November 5, 2009 at 1:28 pm |
I am not impassioned about this conversation because I’m trying to prove my intellectual superiority. The purpose of this blog and this series of posts is to point to the many things that lead to my rejection of Christianity just over a year ago. This post merely illustrates obviously conflicting Bible verses. If I am to believe a god inspired these texts, it doesn’t paint a picture of a perfect god. Very far from perfect it when you look at the Bible in its entirety. The good the bad and the ugly.
I am impassioned about discussing the topic of religion, because I think human beings can do better today than continuing to believe primitive folklore and highly flawed ancient testimony by unknown authors. Especially when these archaic beliefs hold back the progress of science and humanity. I look forward to the day when people stop killing each other because they believe in a different deity. Morality isn’t exclusive to Christianity or any other religion. The main benefit of most religions is to help people cope with the fear of their own mortality.
I would love to believe their is an eternal paradise waiting for me after death. But it will take much more than a poorly written book to convince me this version of god is true. We just agree to disagree. And your opinion is welcome here.
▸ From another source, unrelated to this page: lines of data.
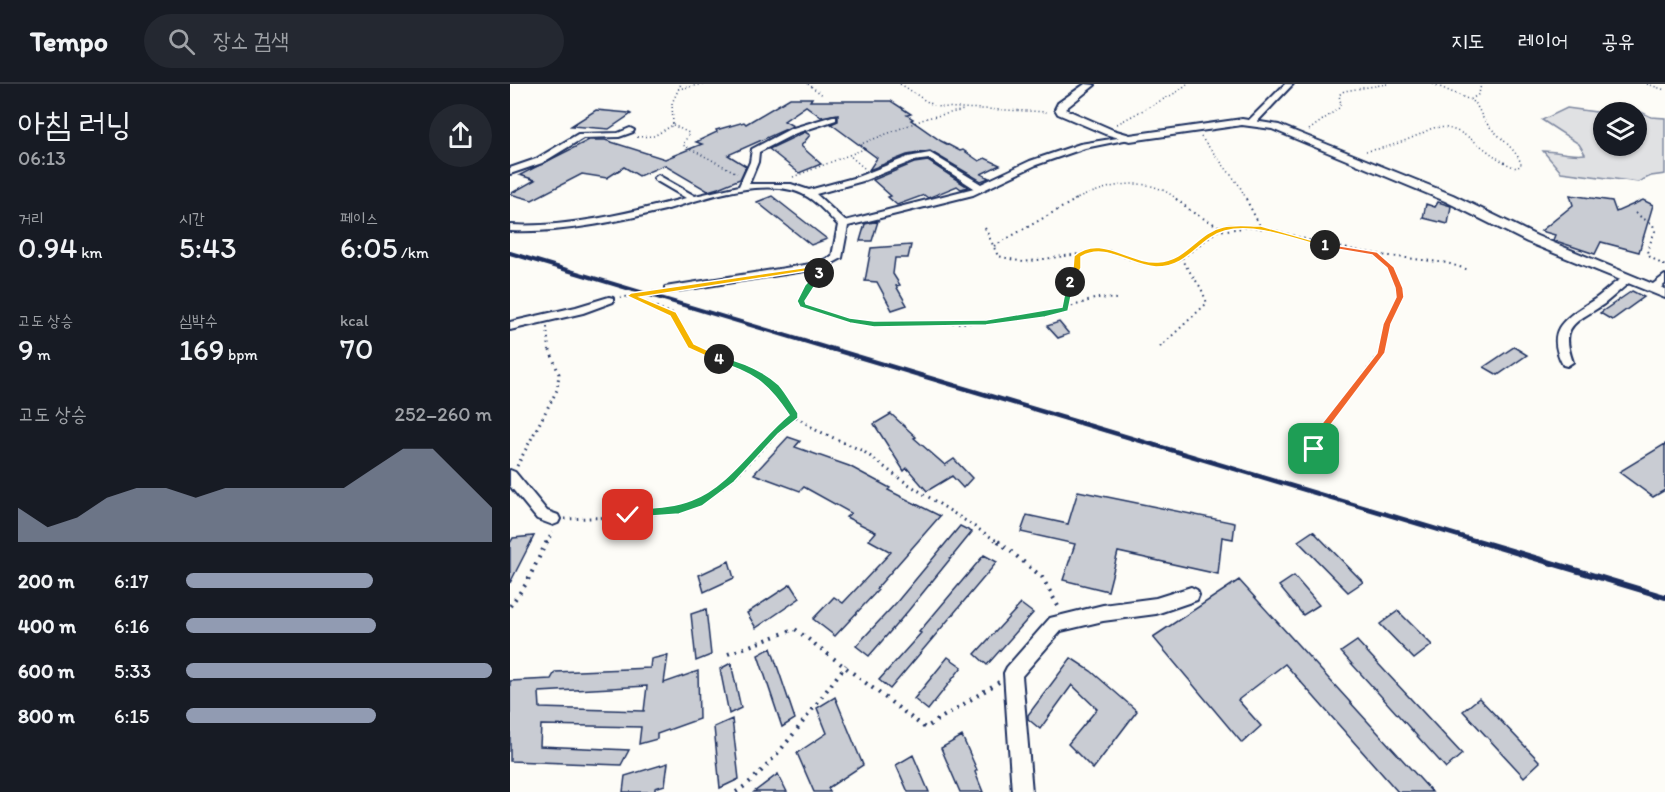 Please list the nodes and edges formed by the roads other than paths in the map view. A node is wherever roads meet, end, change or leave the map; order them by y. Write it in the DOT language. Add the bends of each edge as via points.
graph roads {
  1 [pos="1289,84"];
  2 [pos="1091,85"];
  3 [pos="833,118"];
  4 [pos="1252,122"];
  5 [pos="1103,130"];
  6 [pos="627,132"];
  7 [pos="1130,138"];
  8 [pos="1083,146"];
  9 [pos="510,171"];
  10 [pos="658,178"];
  11 [pos="745,183"];
  12 [pos="981,189"];
  13 [pos="808,193"];
  14 [pos="694,199"];
  15 [pos="843,224"];
  16 [pos="510,228"];
  17 [pos="1665,278"];
  18 [pos="1626,280"];
  19 [pos="669,288"];
  20 [pos="1653,289"];
  21 [pos="1665,294"];
  22 [pos="609,300"];
  23 [pos="510,326"];
  24 [pos="1567,362"];
  25 [pos="513,480"];
  26 [pos="553,519"];
  27 [pos="1191,595"];
  28 [pos="1022,792"];
  1 -- 4 [label="street"];
  2 -- 5 [label="street" via="1060,109 1067,116"];
  3 -- 11 [label="street" via="793,131 755,151"];
  4 -- 7 [label="street"];
  4 -- 18 [label="street" via="1296,132"];
  5 -- 7 [label="street"];
  5 -- 8 [label="street"];
  6 -- 9 [label="street" via="581,136 539,161"];
  7 -- 8 [label="street"];
  8 -- 12 [label="street" via="1033,162"];
  10 -- 14 [label="street"];
  11 -- 13 [label="street"];
  11 -- 14 [label="street"];
  12 -- 13 [label="street" via="930,156"];
  12 -- 15 [label="street"];
  13 -- 15 [label="street"];
  14 -- 16 [label="street" via="551,229"];
  15 -- 19 [label="street" via="837,258 828,263 811,269"];
  17 -- 20 [label="street"];
  18 -- 20 [label="street"];
  18 -- 24 [label="street" via="1564,327 1561,345"];
  20 -- 21 [label="street"];
  22 -- 23 [label="street"];
  25 -- 26 [label="street" via="542,515"];
  27 -- 28 [label="street" via="1156,606 1056,624 1013,673"];
}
November 5, 2009 at 1:05 pm |
I am no theologian, but I think if everyone believed and understood at that time, before the cross, then they wouldn’t have crucified him, and he needed to be crucified.After the cross, then it was for everybody to understand and believe; the apostles and disciples went and spread the gospel of Jesus Christ so that everyone could hear and believe and be forgiven…so “that whoever believes in him shall not perish but have eternal life”.Many of the people that could not understand the words of Jesus then, I think they believed after the cross…
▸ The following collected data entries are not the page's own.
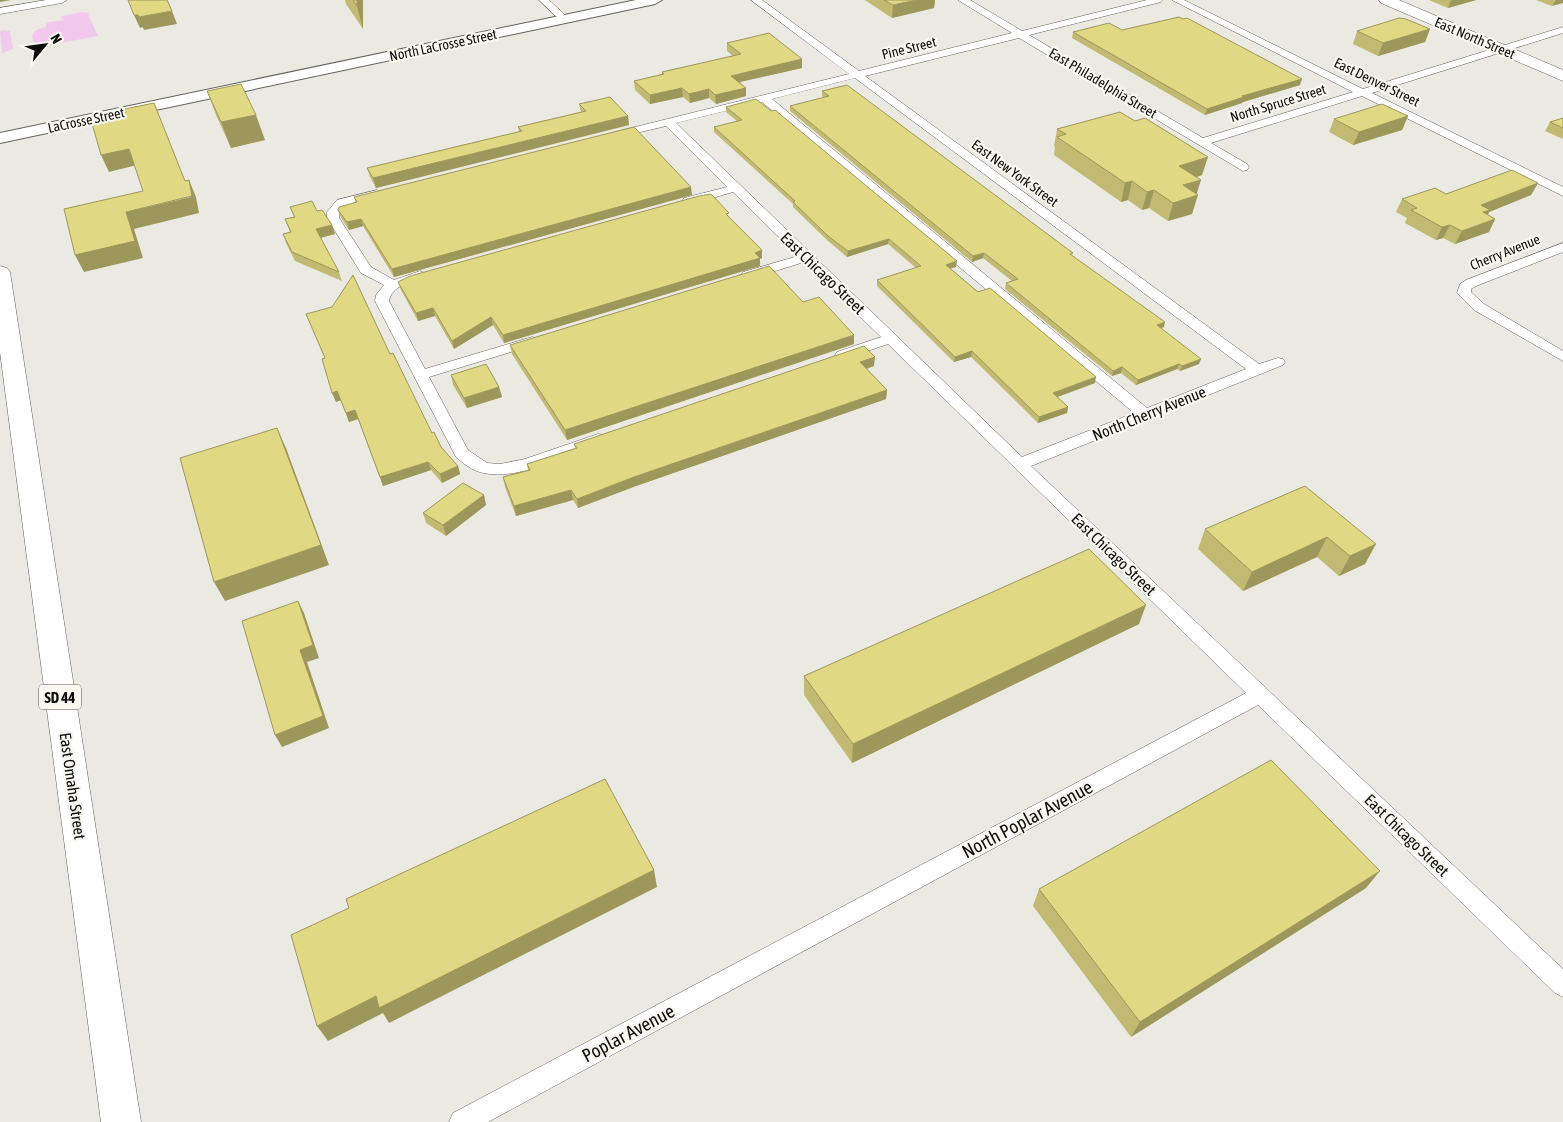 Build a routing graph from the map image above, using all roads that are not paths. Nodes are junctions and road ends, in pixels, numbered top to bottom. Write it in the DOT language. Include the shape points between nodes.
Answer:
graph roads {
  1 [pos="62,0"];
  2 [pos="544,0"];
  3 [pos="655,0"];
  4 [pos="756,0"];
  5 [pos="963,0"];
  6 [pos="1158,0"];
  7 [pos="1177,0"];
  8 [pos="1386,0"];
  9 [pos="0,11"];
  10 [pos="564,19"];
  11 [pos="1563,30"];
  12 [pos="1020,34"];
  13 [pos="1501,50"];
  14 [pos="857,75"];
  15 [pos="1563,76"];
  16 [pos="230,89"];
  17 [pos="1364,93"];
  18 [pos="764,98"];
  19 [pos="668,122"];
  20 [pos="0,138"];
  21 [pos="600,138"];
  22 [pos="1202,142"];
  23 [pos="1243,167"];
  24 [pos="736,188"];
  25 [pos="388,191"];
  26 [pos="1563,192"];
  27 [pos="679,204"];
  28 [pos="1563,246"];
  29 [pos="807,257"];
  30 [pos="0,272"];
  31 [pos="429,272"];
  32 [pos="732,280"];
  33 [pos="394,285"];
  34 [pos="543,338"];
  35 [pos="891,338"];
  36 [pos="1563,357"];
  37 [pos="825,361"];
  38 [pos="1278,362"];
  39 [pos="1257,370"];
  40 [pos="420,375"];
  41 [pos="1145,415"];
  42 [pos="610,434"];
  43 [pos="1020,464"];
  44 [pos="1261,694"];
  45 [pos="794,944"];
  46 [pos="1563,985"];
  47 [pos="121,1122"];
  48 [pos="462,1122"];
  1 -- 9 [label="street"];
  2 -- 10 [label="street"];
  3 -- 10 [label="main road, North LaCrosse Street"];
  4 -- 14 [label="street, East New York Street"];
  5 -- 12 [label="street, East Philadelphia Street"];
  6 -- 12 [label="street, Pine Street"];
  7 -- 17 [label="street, East Denver Street"];
  8 -- 13 [label="main road, East North Street"];
  10 -- 16 [label="main road, North LaCrosse Street"];
  11 -- 13 [label="street, North Spruce Street"];
  12 -- 14 [label="street, Pine Street"];
  12 -- 22 [label="street, East Philadelphia Street"];
  13 -- 15 [label="main road, East North Street"];
  13 -- 17 [label="street, North Spruce Street"];
  14 -- 18 [label="street, Pine Street"];
  14 -- 39 [label="street, East New York Street"];
  16 -- 20 [label="main road, LaCrosse Street"];
  17 -- 22 [label="street, North Spruce Street"];
  17 -- 26 [label="street, East Denver Street"];
  18 -- 19 [label="street, Pine Street"];
  18 -- 41 [label="street"];
  19 -- 21 [label="street, Pine Street"];
  19 -- 24 [label="street, East Chicago Street"];
  22 -- 23 [label="street, East Philadelphia Street"];
  24 -- 27 [label="street"];
  24 -- 29 [label="street, East Chicago Street"];
  25 -- 33 [label="street" via="340,203 332,212 360,263 372,274"];
  28 -- 36 [label="street, Cherry Avenue" via="1471,283 1465,287 1464,293 1479,307"];
  29 -- 32 [label="street"];
  29 -- 35 [label="street, East Chicago Street"];
  30 -- 47 [label="main road, East Omaha Street / SD 44"];
  31 -- 33 [label="street"];
  33 -- 40 [label="street" via="384,293 382,301"];
  34 -- 40 [label="street"];
  35 -- 37 [label="street"];
  35 -- 43 [label="street, East Chicago Street"];
  38 -- 39 [label="street, North Cherry Avenue"];
  39 -- 41 [label="street, North Cherry Avenue"];
  40 -- 42 [label="street" via="462,453 478,466 494,469 514,467"];
  41 -- 43 [label="street, North Cherry Avenue"];
  43 -- 44 [label="street, East Chicago Street"];
  44 -- 45 [label="street, North Poplar Avenue"];
  44 -- 46 [label="street, East Chicago Street"];
  45 -- 48 [label="street, Poplar Avenue"];
}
November 5, 2009 at 1:44 pm |
Since there were no Christians before Christ was born, how did one go about avoiding eternal damnation in a lake of fire? Since Christ is the only way, what exactly was the way before he was born?
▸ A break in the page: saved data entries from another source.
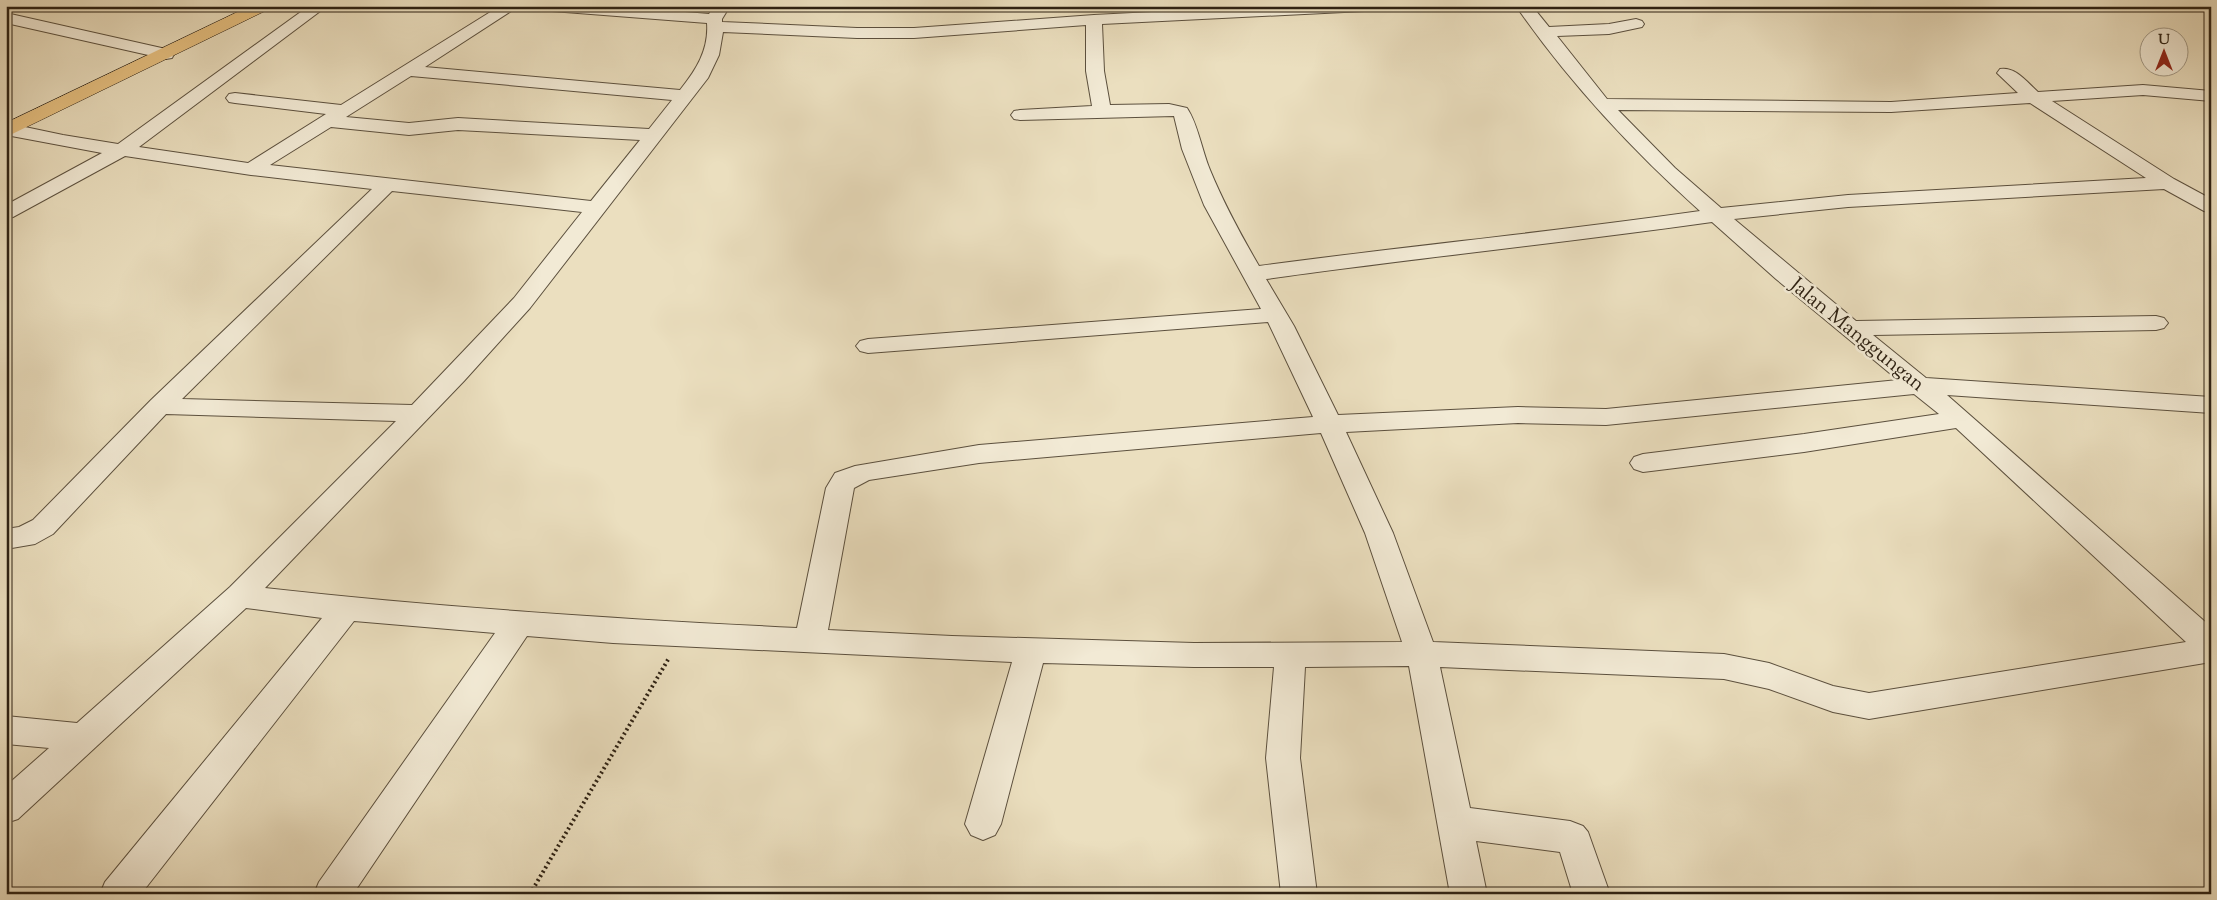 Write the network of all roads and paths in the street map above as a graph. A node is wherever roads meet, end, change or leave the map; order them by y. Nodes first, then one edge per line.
1 (263, 6) edge
2 (319, 6) edge
3 (511, 6) edge
4 (552, 6) edge
5 (1364, 6) edge
6 (1524, 6) edge
7 (1086, 15) edge
8 (717, 17) edge
9 (6, 18) edge
10 (1636, 24) dead end
11 (1544, 32) junction
12 (166, 54) junction
13 (408, 71) junction
14 (2006, 74) dead end
15 (685, 96) junction
16 (2211, 96) edge
17 (235, 98) dead end
18 (2032, 98) junction
19 (1602, 104) junction
20 (1102, 111) junction
21 (1020, 115) dead end
22 (337, 116) junction
23 (7, 130) edge
24 (654, 134) junction
25 (123, 149) junction
26 (251, 169) junction
27 (2167, 183) junction
28 (388, 184) junction
29 (2211, 207) edge
30 (598, 208) junction
31 (6, 213) edge
32 (1716, 215) junction
33 (1252, 274) junction
34 (1276, 315) junction
35 (2156, 323) dead end
36 (1850, 328) junction
37 (868, 346) dead end
38 (1922, 385) junction
39 (2211, 405) edge
40 (160, 406) junction
41 (418, 413) junction
42 (1961, 419) junction
43 (1330, 424) junction
44 (1643, 464) dead end
45 (6, 539) edge
46 (241, 595) junction
47 (347, 609) junction
48 (518, 623) junction
49 (683, 634) junction
50 (810, 641) junction
51 (2211, 646) edge
52 (1031, 650) junction
53 (2211, 650) edge
54 (1422, 654) junction
55 (1290, 656) junction
56 (6, 730) edge
57 (83, 738) junction
58 (6, 808) edge
59 (1455, 822) junction
60 (983, 824) dead end
61 (118, 894) edge
62 (332, 894) edge
63 (530, 894) edge
64 (1299, 894) edge
65 (1469, 894) edge
66 (1592, 894) edge

1 - 12 main road
2 - 25 street
3 - 13 street
4 - 8 street
5 - 7 street
6 - 11 street, Jalan Manggungan
7 - 8 street
7 - 20 street
8 - 15 street
9 - 12 street
10 - 11 street
11 - 19 street, Jalan Manggungan
12 - 23 main road
13 - 15 street
13 - 22 street
14 - 18 street
15 - 24 street
16 - 18 street
17 - 22 street
18 - 19 street
18 - 27 street
19 - 32 street, Jalan Manggungan
20 - 21 street
20 - 33 street
22 - 24 street
22 - 26 street
23 - 25 street
24 - 30 street
25 - 26 street
25 - 31 street
26 - 28 street
27 - 29 street
27 - 32 street
28 - 30 street
28 - 40 street
30 - 41 street
32 - 33 street
32 - 36 street, Jalan Manggungan
33 - 34 street
34 - 37 street
34 - 43 street
35 - 36 street
36 - 38 street, Jalan Manggungan
38 - 39 street
38 - 42 street, Jalan Manggungan
38 - 43 street
40 - 41 street
40 - 45 street
41 - 46 street
42 - 44 street
42 - 51 street, Jalan Manggungan
43 - 50 street
43 - 54 street
46 - 47 street
46 - 57 street
47 - 48 street
47 - 61 street
48 - 49 street
48 - 62 street
49 - 50 street
49 - 63 path
50 - 52 street
52 - 55 street
52 - 60 street
53 - 54 street
54 - 55 street
54 - 59 street
55 - 64 street
56 - 57 street
57 - 58 street
59 - 65 street
59 - 66 street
November 9, 2009 at 2:48 pm |
Romans 1:17, “For therein is the righteousness of God revealed from faith to faith: as it is written, The just shall live by faith.”
November 11, 2009 at 10:25 am
POINT: Like Romans 1:17 says, “by faith” — the OT believers needed to believe on Christ (that he was coming, think Hebrews 11) to be saved. Abraham is the most plain example of “saved by faith”.
Romans 4:3, “For what saith the scripture? Abraham believed God, and it was counted unto him for righteousness.”
November 6, 2009 at 4:38 pm |
Someone pointed me to this blog and said I would find it interesting. It is. I’m glad I stopped by. Entertaining as well as provocative. Maybe we need to act our way into a new way of thinking rather than think our way into a new way of acting?
November 9, 2009 at 2:52 pm |
It probably had something to do with those who believed Jesus was Messiah versus those who did not believe Jesus was the Messiah (seeing see not; hearing they hear not, neither do they understand).
November 9, 2009 at 3:24 pm |
Rich, you’ve posted like 10 comments in a row and not one of them even has a point. They’re just cheesy potshot scripture quotations that mean nothing.
November 11, 2009 at 10:21 am |
Sorry, I’m actually trying to respond WITH points — which comments need more clarity?
And I’d been uber busy for the past couple months (and am still
, but you can expect like 10 comments to start dripping in again.